#### WORK TO COMPLETE:
What you print should match the entries exactly, only without the pictures.

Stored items
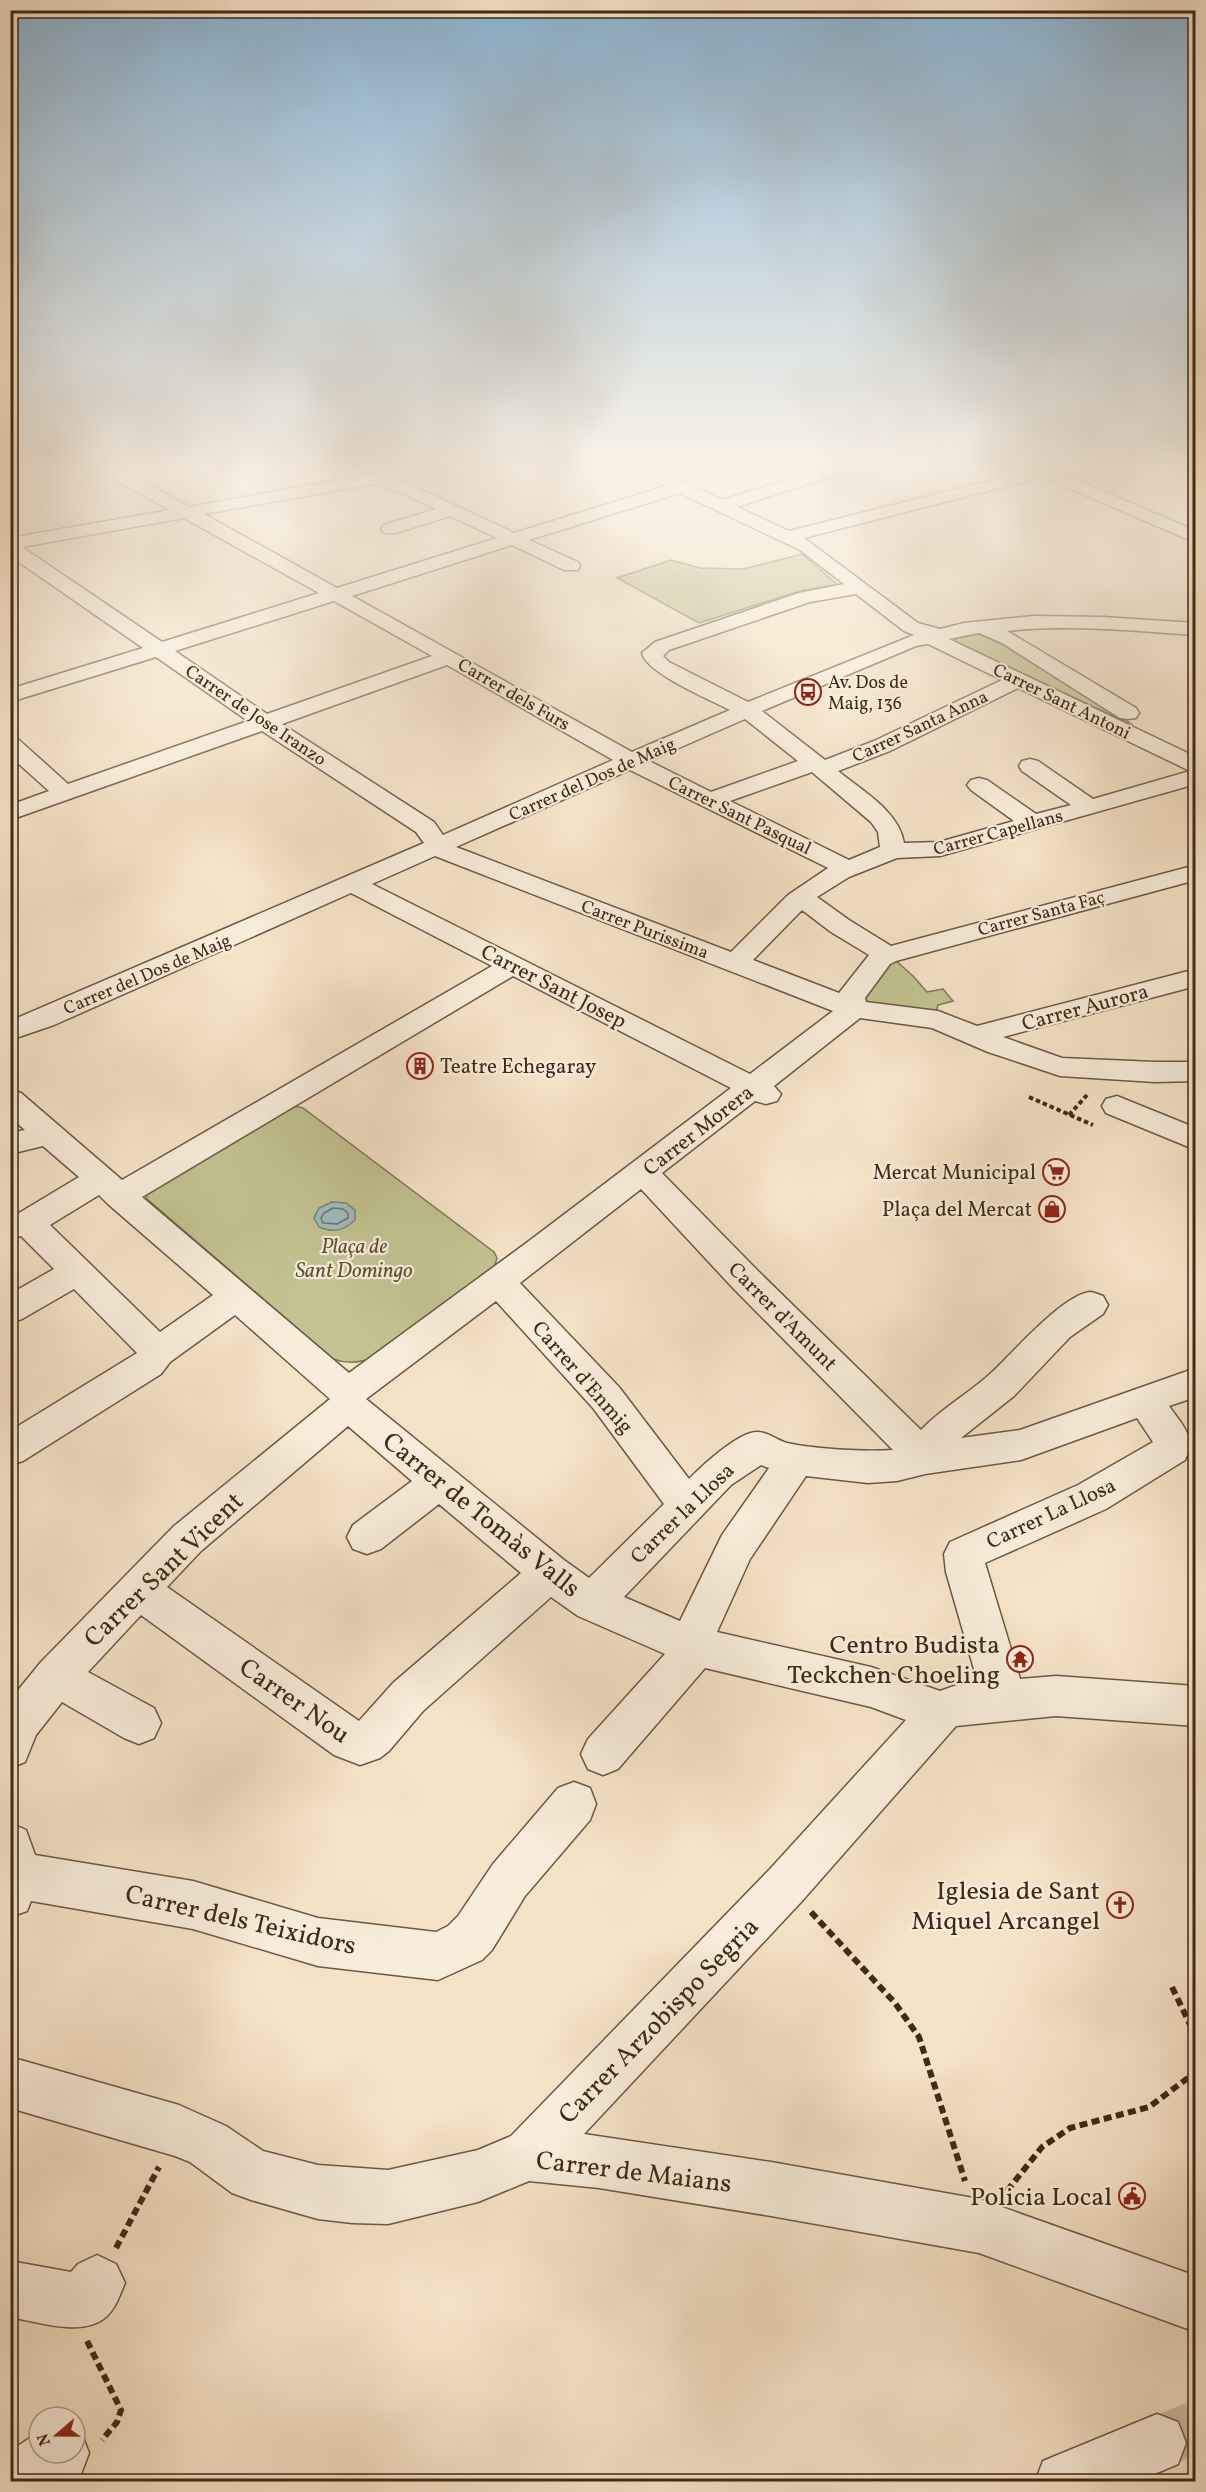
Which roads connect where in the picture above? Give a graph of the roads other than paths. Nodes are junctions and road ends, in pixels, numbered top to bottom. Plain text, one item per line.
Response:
1 (70, 587) edge
2 (323, 587) edge
3 (357, 587) edge
4 (859, 587) edge
5 (860, 587) edge
6 (335, 594) junction
7 (980, 627) junction
8 (1196, 629) edge
9 (922, 635) junction
10 (159, 650) junction
11 (449, 657) junction
12 (1018, 680) junction
13 (10, 696) edge
14 (747, 710) junction
15 (267, 724) junction
16 (10, 744) edge
17 (1196, 756) edge
18 (632, 762) junction
19 (1196, 765) edge
20 (818, 766) junction
21 (1030, 766) dead end
22 (1196, 777) edge
23 (980, 785) dead end
24 (65, 794) junction
25 (710, 800) junction
26 (1090, 807) junction
27 (10, 813) edge
28 (1033, 823) junction
29 (437, 848) junction
30 (893, 851) junction
31 (849, 869) junction
32 (1196, 872) edge
33 (354, 885) junction
34 (805, 896) junction
35 (887, 955) junction
36 (735, 963) junction
37 (513, 965) junction
38 (1196, 977) edge
39 (854, 1009) junction
40 (10, 1031) edge
41 (975, 1036) junction
42 (1196, 1071) edge
43 (760, 1090) junction
44 (10, 1100) edge
45 (1117, 1106) dead end
46 (31, 1128) edge
47 (1196, 1140) edge
48 (10, 1144) edge
49 (643, 1172) junction
50 (110, 1187) junction
51 (19, 1225) edge
52 (76, 1272) junction
53 (498, 1282) junction
54 (236, 1297) junction
55 (1091, 1305) dead end
56 (10, 1310) edge
57 (158, 1352) junction
58 (1196, 1382) edge
59 (348, 1399) junction
60 (1145, 1400) junction
61 (10, 1450) edge
62 (925, 1458) junction
63 (797, 1459) junction
64 (440, 1481) junction
65 (688, 1503) junction
66 (367, 1537) dead end
67 (550, 1573) junction
68 (139, 1590) junction
69 (592, 1603) junction
70 (693, 1646) junction
71 (56, 1676) junction
72 (1005, 1701) junction
73 (1196, 1706) edge
74 (941, 1712) junction
75 (139, 1723) dead end
76 (13, 1730) edge
77 (603, 1754) dead end
78 (574, 1804) dead end
79 (13, 1872) edge
80 (10, 2082) edge
81 (529, 2156) junction
82 (10, 2289) edge
83 (87, 2292) road end
84 (1196, 2304) edge
85 (1157, 2443) tunnel mouth
86 (44, 2465) edge
87 (16, 2481) edge
88 (1064, 2481) edge

1 - 10 street, Carrer de Jose Iranzo
2 - 6 street, Carrer dels Furs
3 - 6 street
4 - 14 street
5 - 9 street, Carrer Sant Antoni
6 - 10 street
6 - 11 street, Carrer dels Furs
7 - 8 street, Carrer del Dos de Maig
7 - 9 street, Carrer del Dos de Maig
7 - 17 street, Carrer Sant Antoni
9 - 12 street, Carrer Sant Antoni
9 - 14 street, Carrer del Dos de Maig
10 - 13 street
10 - 15 street, Carrer de Jose Iranzo
11 - 15 street
11 - 18 street, Carrer dels Furs
12 - 19 street, Carrer Sant Antoni
12 - 20 street, Carrer Santa Anna
14 - 18 street, Carrer del Dos de Maig
14 - 20 street
15 - 24 street
15 - 29 street, Carrer de Jose Iranzo
16 - 24 street
18 - 25 street, Carrer Sant Pasqual
18 - 29 street, Carrer del Dos de Maig
20 - 25 street, Carrer Santa Anna
20 - 30 street
21 - 26 street
22 - 26 street, Carrer Capellans
23 - 28 street
24 - 27 street
25 - 31 street, Carrer Sant Pasqual
26 - 28 street, Carrer Capellans
28 - 30 street, Carrer Capellans
29 - 33 street, Carrer del Dos de Maig
29 - 36 street, Carrer Purissima
30 - 31 street, Carrer Capellans
31 - 34 street, Carrer Capellans
32 - 35 street, Carrer Santa Faç
33 - 37 street, Carrer Sant Josep
33 - 40 street, Carrer del Dos de Maig
34 - 35 street
34 - 36 street, Carrer Capellans
35 - 39 street
36 - 39 street, Carrer Purissima
37 - 43 street, Carrer Sant Josep
37 - 50 street
38 - 41 street, Carrer Aurora
39 - 41 street
39 - 43 street, Carrer Morera
41 - 42 street
43 - 49 street, Carrer Morera
44 - 46 street
45 - 47 street
46 - 48 street
46 - 50 street
49 - 53 street, Carrer Morera
49 - 62 street, Carrer d'Amunt
50 - 51 street
50 - 54 street
51 - 52 street
52 - 56 street
52 - 57 street
53 - 59 street
53 - 65 street, Carrer d'Enmig
54 - 57 street
54 - 59 street
55 - 62 street
57 - 61 street
58 - 60 street
59 - 64 street, Carrer de Tomàs Valls
59 - 68 street, Carrer Sant Vicent
60 - 62 street, Carrer la Llosa
60 - 72 street, Carrer La Llosa
62 - 63 street, Carrer la Llosa
63 - 65 street, Carrer la Llosa
63 - 70 street
64 - 66 street
64 - 67 street, Carrer de Tomàs Valls
65 - 69 street, Carrer la Llosa
67 - 68 street, Carrer Nou
67 - 69 street, Carrer de Tomàs Valls
68 - 71 street, Carrer Sant Vicent
69 - 70 street, Carrer de Tomàs Valls
70 - 74 street, Carrer de Tomàs Valls
70 - 77 street
71 - 75 street
71 - 76 street, Carrer Sant Vicent
72 - 73 street
72 - 74 street
74 - 81 street, Carrer Arzobispo Segria
78 - 79 street, Carrer dels Teixidors
80 - 81 street, Carrer de Maians
81 - 84 street, Carrer de Maians
82 - 83 street
85 - 88 street
86 - 87 street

#### FINAL ANSWER:
Which roads connect where in the picture above? Give a graph of the roads other than paths. Nodes are junctions and road ends, in pixels, numbered top to bottom. Plain text, one item per line.
Response:
1 (70, 587) edge
2 (323, 587) edge
3 (357, 587) edge
4 (859, 587) edge
5 (860, 587) edge
6 (335, 594) junction
7 (980, 627) junction
8 (1196, 629) edge
9 (922, 635) junction
10 (159, 650) junction
11 (449, 657) junction
12 (1018, 680) junction
13 (10, 696) edge
14 (747, 710) junction
15 (267, 724) junction
16 (10, 744) edge
17 (1196, 756) edge
18 (632, 762) junction
19 (1196, 765) edge
20 (818, 766) junction
21 (1030, 766) dead end
22 (1196, 777) edge
23 (980, 785) dead end
24 (65, 794) junction
25 (710, 800) junction
26 (1090, 807) junction
27 (10, 813) edge
28 (1033, 823) junction
29 (437, 848) junction
30 (893, 851) junction
31 (849, 869) junction
32 (1196, 872) edge
33 (354, 885) junction
34 (805, 896) junction
35 (887, 955) junction
36 (735, 963) junction
37 (513, 965) junction
38 (1196, 977) edge
39 (854, 1009) junction
40 (10, 1031) edge
41 (975, 1036) junction
42 (1196, 1071) edge
43 (760, 1090) junction
44 (10, 1100) edge
45 (1117, 1106) dead end
46 (31, 1128) edge
47 (1196, 1140) edge
48 (10, 1144) edge
49 (643, 1172) junction
50 (110, 1187) junction
51 (19, 1225) edge
52 (76, 1272) junction
53 (498, 1282) junction
54 (236, 1297) junction
55 (1091, 1305) dead end
56 (10, 1310) edge
57 (158, 1352) junction
58 (1196, 1382) edge
59 (348, 1399) junction
60 (1145, 1400) junction
61 (10, 1450) edge
62 (925, 1458) junction
63 (797, 1459) junction
64 (440, 1481) junction
65 (688, 1503) junction
66 (367, 1537) dead end
67 (550, 1573) junction
68 (139, 1590) junction
69 (592, 1603) junction
70 (693, 1646) junction
71 (56, 1676) junction
72 (1005, 1701) junction
73 (1196, 1706) edge
74 (941, 1712) junction
75 (139, 1723) dead end
76 (13, 1730) edge
77 (603, 1754) dead end
78 (574, 1804) dead end
79 (13, 1872) edge
80 (10, 2082) edge
81 (529, 2156) junction
82 (10, 2289) edge
83 (87, 2292) road end
84 (1196, 2304) edge
85 (1157, 2443) tunnel mouth
86 (44, 2465) edge
87 (16, 2481) edge
88 (1064, 2481) edge

1 - 10 street, Carrer de Jose Iranzo
2 - 6 street, Carrer dels Furs
3 - 6 street
4 - 14 street
5 - 9 street, Carrer Sant Antoni
6 - 10 street
6 - 11 street, Carrer dels Furs
7 - 8 street, Carrer del Dos de Maig
7 - 9 street, Carrer del Dos de Maig
7 - 17 street, Carrer Sant Antoni
9 - 12 street, Carrer Sant Antoni
9 - 14 street, Carrer del Dos de Maig
10 - 13 street
10 - 15 street, Carrer de Jose Iranzo
11 - 15 street
11 - 18 street, Carrer dels Furs
12 - 19 street, Carrer Sant Antoni
12 - 20 street, Carrer Santa Anna
14 - 18 street, Carrer del Dos de Maig
14 - 20 street
15 - 24 street
15 - 29 street, Carrer de Jose Iranzo
16 - 24 street
18 - 25 street, Carrer Sant Pasqual
18 - 29 street, Carrer del Dos de Maig
20 - 25 street, Carrer Santa Anna
20 - 30 street
21 - 26 street
22 - 26 street, Carrer Capellans
23 - 28 street
24 - 27 street
25 - 31 street, Carrer Sant Pasqual
26 - 28 street, Carrer Capellans
28 - 30 street, Carrer Capellans
29 - 33 street, Carrer del Dos de Maig
29 - 36 street, Carrer Purissima
30 - 31 street, Carrer Capellans
31 - 34 street, Carrer Capellans
32 - 35 street, Carrer Santa Faç
33 - 37 street, Carrer Sant Josep
33 - 40 street, Carrer del Dos de Maig
34 - 35 street
34 - 36 street, Carrer Capellans
35 - 39 street
36 - 39 street, Carrer Purissima
37 - 43 street, Carrer Sant Josep
37 - 50 street
38 - 41 street, Carrer Aurora
39 - 41 street
39 - 43 street, Carrer Morera
41 - 42 street
43 - 49 street, Carrer Morera
44 - 46 street
45 - 47 street
46 - 48 street
46 - 50 street
49 - 53 street, Carrer Morera
49 - 62 street, Carrer d'Amunt
50 - 51 street
50 - 54 street
51 - 52 street
52 - 56 street
52 - 57 street
53 - 59 street
53 - 65 street, Carrer d'Enmig
54 - 57 street
54 - 59 street
55 - 62 street
57 - 61 street
58 - 60 street
59 - 64 street, Carrer de Tomàs Valls
59 - 68 street, Carrer Sant Vicent
60 - 62 street, Carrer la Llosa
60 - 72 street, Carrer La Llosa
62 - 63 street, Carrer la Llosa
63 - 65 street, Carrer la Llosa
63 - 70 street
64 - 66 street
64 - 67 street, Carrer de Tomàs Valls
65 - 69 street, Carrer la Llosa
67 - 68 street, Carrer Nou
67 - 69 street, Carrer de Tomàs Valls
68 - 71 street, Carrer Sant Vicent
69 - 70 street, Carrer de Tomàs Valls
70 - 74 street, Carrer de Tomàs Valls
70 - 77 street
71 - 75 street
71 - 76 street, Carrer Sant Vicent
72 - 73 street
72 - 74 street
74 - 81 street, Carrer Arzobispo Segria
78 - 79 street, Carrer dels Teixidors
80 - 81 street, Carrer de Maians
81 - 84 street, Carrer de Maians
82 - 83 street
85 - 88 street
86 - 87 street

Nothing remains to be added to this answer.